Decía que me quedé huérfano; por un lado porque sus libros centrales se habían acabado –en los años siguientes, en bibliotecas, francesas encontré obras menores, entrevistas muy sesudas (Miller las daba a cambio de que el periodista accediese a jugar al pingpong durante la nota), pero en realidad la lectura se agotó porque el periplo de Miller se había acabo en Grecia -el detalle de que este viaje hacia el Sol coincidiese con la llegada de los nazis y lo que tenían de nietzscheano es interesante, pero no es el punto-.
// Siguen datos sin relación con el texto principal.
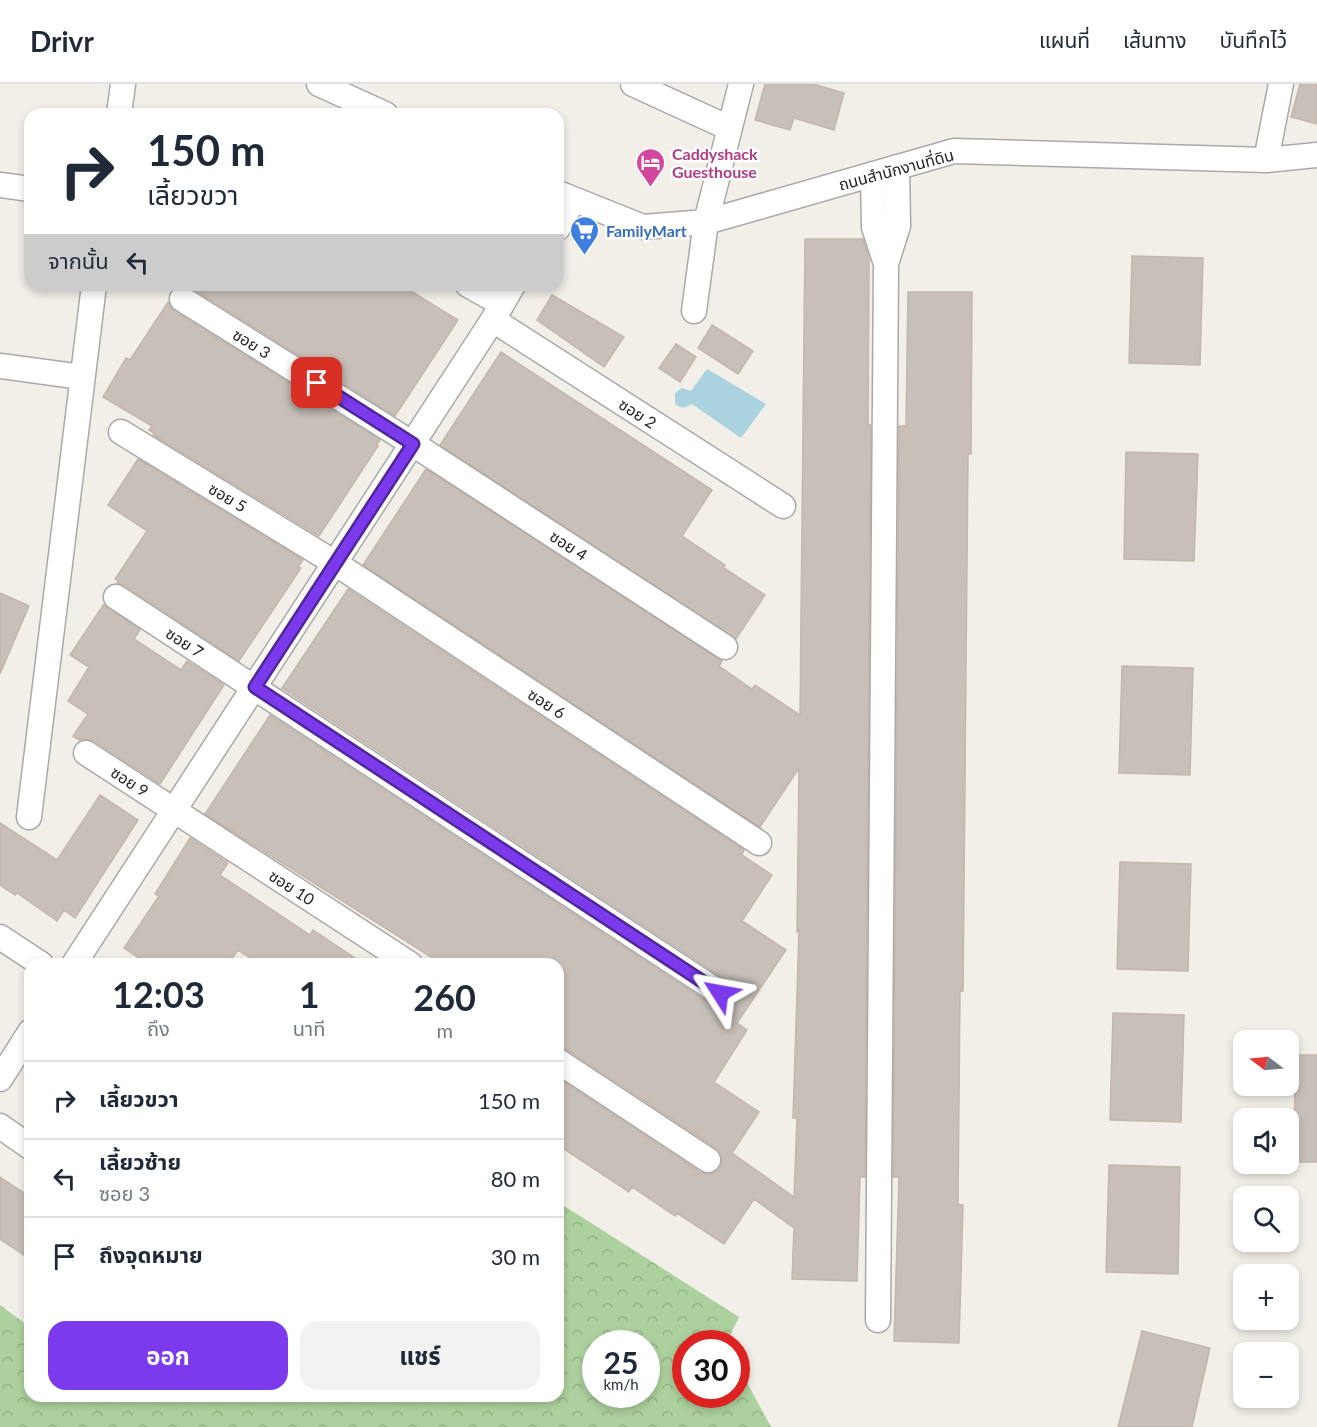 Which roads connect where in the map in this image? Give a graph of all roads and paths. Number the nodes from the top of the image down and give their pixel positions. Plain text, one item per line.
1 (123, 84) edge
2 (320, 84) edge
3 (633, 84) edge
4 (741, 84) edge
5 (1281, 84) edge
6 (120, 108) edge
7 (372, 108) edge
8 (729, 128) junction
9 (1317, 155) edge
10 (1266, 160) junction
11 (897, 167) junction
12 (873, 174) junction
13 (0, 185) edge
14 (24, 188) edge
15 (566, 196) edge
16 (706, 222) junction
17 (886, 264) junction
18 (93, 291) edge
19 (479, 291) edge
20 (182, 299) dead end
21 (502, 303) edge
22 (694, 310) dead end
23 (0, 366) edge
24 (82, 377) junction
25 (121, 432) dead end
26 (413, 444) junction
27 (783, 506) dead end
28 (335, 563) junction
29 (116, 597) dead end
30 (725, 647) dead end
31 (255, 687) junction
32 (86, 753) dead end
33 (174, 810) junction
34 (28, 817) dead end
35 (759, 843) dead end
36 (0, 937) edge
37 (32, 958) edge
38 (78, 958) edge
39 (401, 958) edge
40 (720, 993) dead end
41 (24, 1041) edge
42 (564, 1065) edge
43 (0, 1078) edge
44 (0, 1126) edge
45 (24, 1143) edge
46 (708, 1160) dead end
47 (878, 1320) dead end

1 - 6 street
2 - 7 street
3 - 8 street
4 - 8 street
5 - 10 street
8 - 16 street
9 - 10 street, ถนนสำนักงานที่ดิน
10 - 11 street, ถนนสำนักงานที่ดิน
11 - 12 street, ถนนสำนักงานที่ดิน
11 - 17 street
12 - 16 street, ถนนสำนักงานที่ดิน
12 - 17 street
13 - 14 street
15 - 16 street, ถนนสำนักงานที่ดิน
16 - 22 street
17 - 47 street
18 - 24 street
19 - 21 street, ซอย 2
20 - 26 street, ซอย 3
21 - 26 street
21 - 27 street, ซอย 2
23 - 24 street
24 - 34 street
25 - 28 street, ซอย 5
26 - 28 street
26 - 30 street, ซอย 4
28 - 31 street
28 - 35 street, ซอย 6
29 - 31 street, ซอย 7
31 - 33 street
31 - 40 street, ซอย 7
32 - 33 street, ซอย 9
33 - 38 street
33 - 39 street, ซอย 10
36 - 37 street
41 - 43 street
42 - 46 street
44 - 45 street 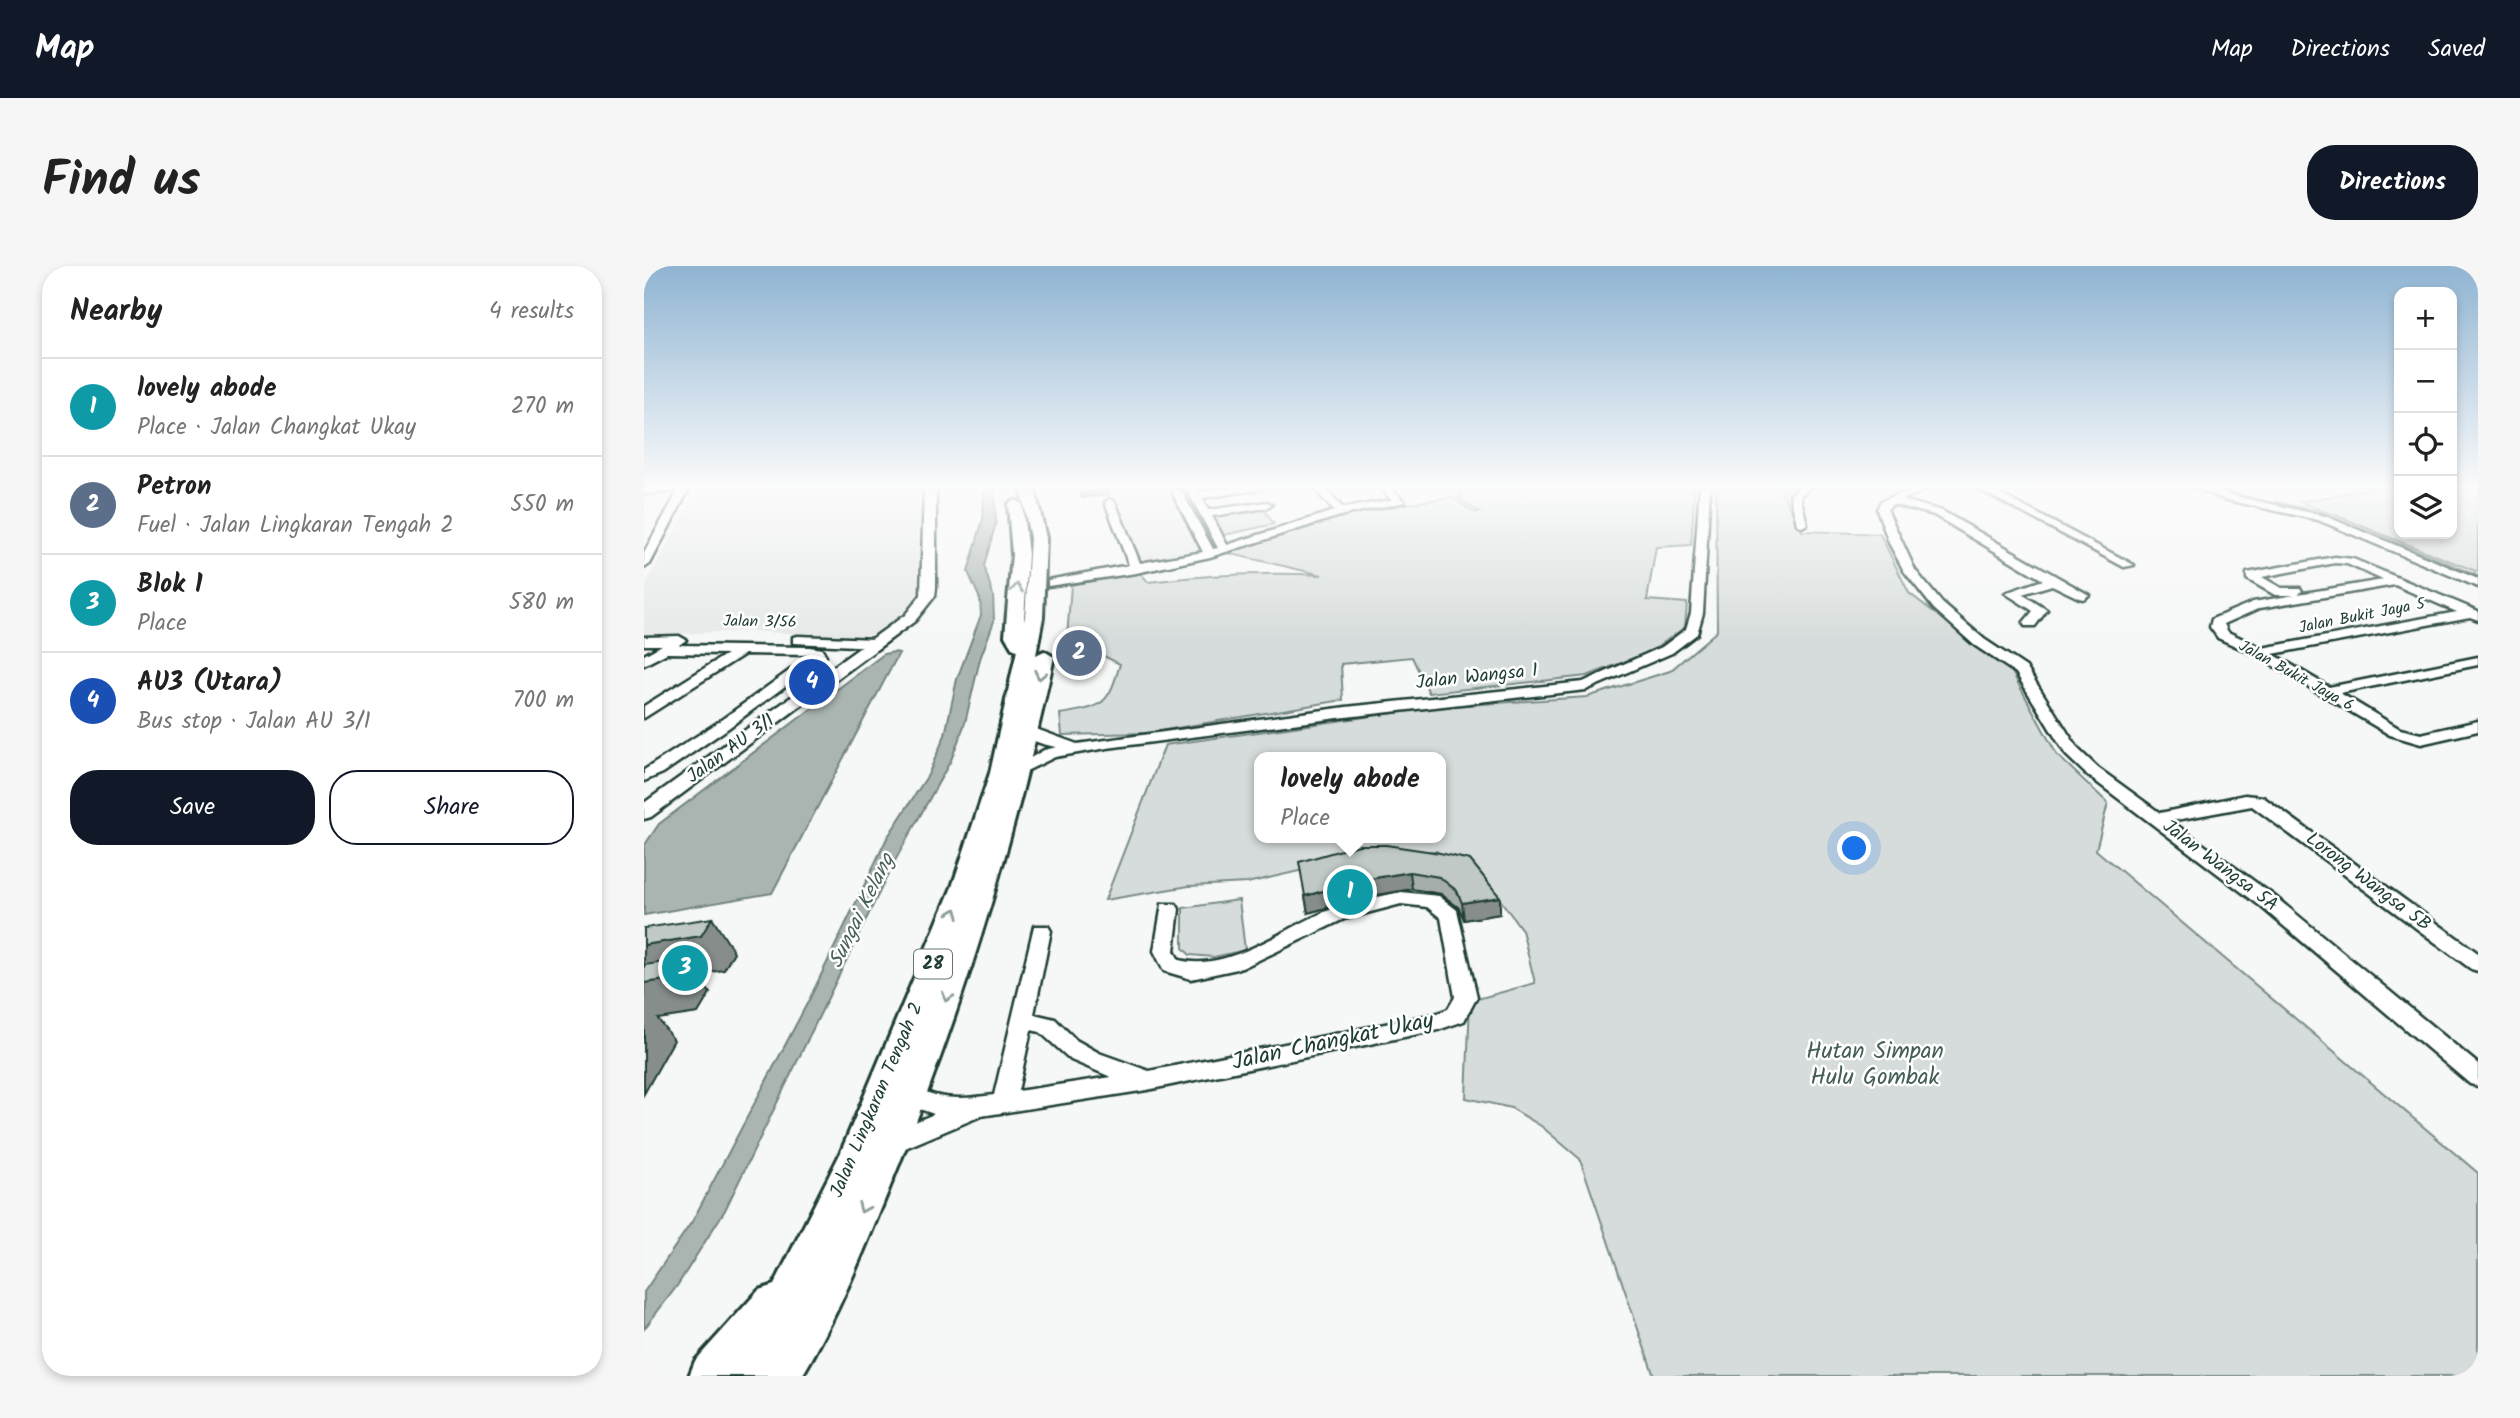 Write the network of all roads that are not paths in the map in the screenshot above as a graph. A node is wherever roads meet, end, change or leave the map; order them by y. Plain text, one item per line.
1 (658, 538) edge
2 (929, 538) edge
3 (1019, 538) edge
4 (1038, 538) edge
5 (1052, 538) edge
6 (1124, 538) edge
7 (1201, 538) edge
8 (1218, 538) edge
9 (1242, 538) edge
10 (1702, 538) edge
11 (1893, 538) edge
12 (1980, 538) edge
13 (2076, 538) edge
14 (2370, 538) edge
15 (1224, 549) junction
16 (1210, 554) junction
17 (644, 564) edge
18 (2128, 565) dead end
19 (1136, 569) junction
20 (2380, 574) junction
21 (2053, 581) junction
22 (2396, 581) junction
23 (1052, 583) junction
24 (2478, 583) edge
25 (2082, 595) dead end
26 (2474, 615) edge
27 (2031, 623) dead end
28 (681, 640) junction
29 (644, 641) edge
30 (1029, 648) junction
31 (664, 649) junction
32 (745, 649) junction
33 (853, 650) junction
34 (2260, 652) junction
35 (644, 661) edge
36 (2478, 661) edge
37 (2326, 692) junction
38 (644, 713) edge
39 (2478, 726) edge
40 (1028, 731) junction
41 (1107, 743) junction
42 (1020, 769) junction
43 (644, 776) edge
44 (644, 813) edge
45 (2157, 819) junction
46 (1169, 909) dead end
47 (1041, 931) dead end
48 (2469, 948) edge
49 (2478, 964) edge
50 (1023, 1020) junction
51 (2478, 1077) edge
52 (1147, 1081) junction
53 (910, 1096) junction
54 (1004, 1102) junction
55 (978, 1107) junction
56 (890, 1144) junction
57 (804, 1269) junction
58 (710, 1376) edge
59 (745, 1376) edge
60 (778, 1376) edge

1 - 17 street
2 - 33 main road, Jalan AU 3/1
30 -> 3 highway
4 - 30 highway, Jalan Lingkaran Tengah 2 / 28
5 - 23 highway, Jalan Lingkaran Tengah 2 / 28
6 - 19 street
7 - 16 street
8 - 15 street
9 - 15 street
10 - 41 street, Jalan Wangsa 1
11 - 45 street, Jalan Wangsa 5A
12 - 21 street
13 - 18 street
14 - 24 street
15 - 16 street
16 - 19 street
19 - 23 street
20 - 20 street
20 - 22 street
21 - 25 street
21 - 27 street
22 - 26 street
22 - 34 street, Jalan Bukit Jaya 6
23 -> 40 highway, Jalan Lingkaran Tengah 2 / 28
26 - 34 street, Jalan Bukit Jaya 5
28 - 29 street, Jalan 3/56
28 - 31 street
28 - 33 street, Jalan 3/56
57 -> 30 highway, Jalan Lingkaran Tengah 2 / 28
31 - 32 street
31 - 35 street
32 - 38 street
32 - 43 street
33 - 44 main road, Jalan AU 3/1
34 - 37 street, Jalan Bukit Jaya 6
36 - 37 street
37 - 39 street, Jalan Bukit Jaya 6
40 - 41 street, Jalan Wangsa 1
40 - 42 highway, Jalan Lingkaran Tengah 2 / 28
41 - 42 street, Jalan Wangsa 1
42 -> 53 highway, Jalan Lingkaran Tengah 2 / 28
45 - 48 street, Lorong Wangsa 5B
45 - 51 street, Jalan Wangsa 5A
46 - 52 street, Jalan Changkat Ukay
47 - 50 street
48 - 49 street, Lorong Wangsa 5B
50 - 52 street
50 - 54 street
52 - 54 street, Jalan Changkat Ukay
53 - 55 street, Jalan Changkat Ukay
53 - 56 highway, Jalan Lingkaran Tengah 2 / 28
54 - 55 street, Jalan Changkat Ukay
55 - 56 street, Jalan Changkat Ukay
56 -> 60 highway, Jalan Lingkaran Tengah 2 / 28
57 - 58 highway
57 - 59 highway, Jalan Lingkaran Tengah 2 / 28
La cuestión es que Miller escribía para dejar de escribir. Decía que Mozart era necesario porque naturalmente no había Mozart en el aire. Para Miller la escritura era un aprender a vivir -saber ver a Mozart- hasta poder prescindir de la escritura. Intoxicado por Miller, yo quería más, pero no había, entonces había que buscar un Miller de substitución. Ahí apareció Bukowski, de quien recelaba, era bajar un peldaño, pasar de una orquesta anarquista a una guitarra de una sola cuerda.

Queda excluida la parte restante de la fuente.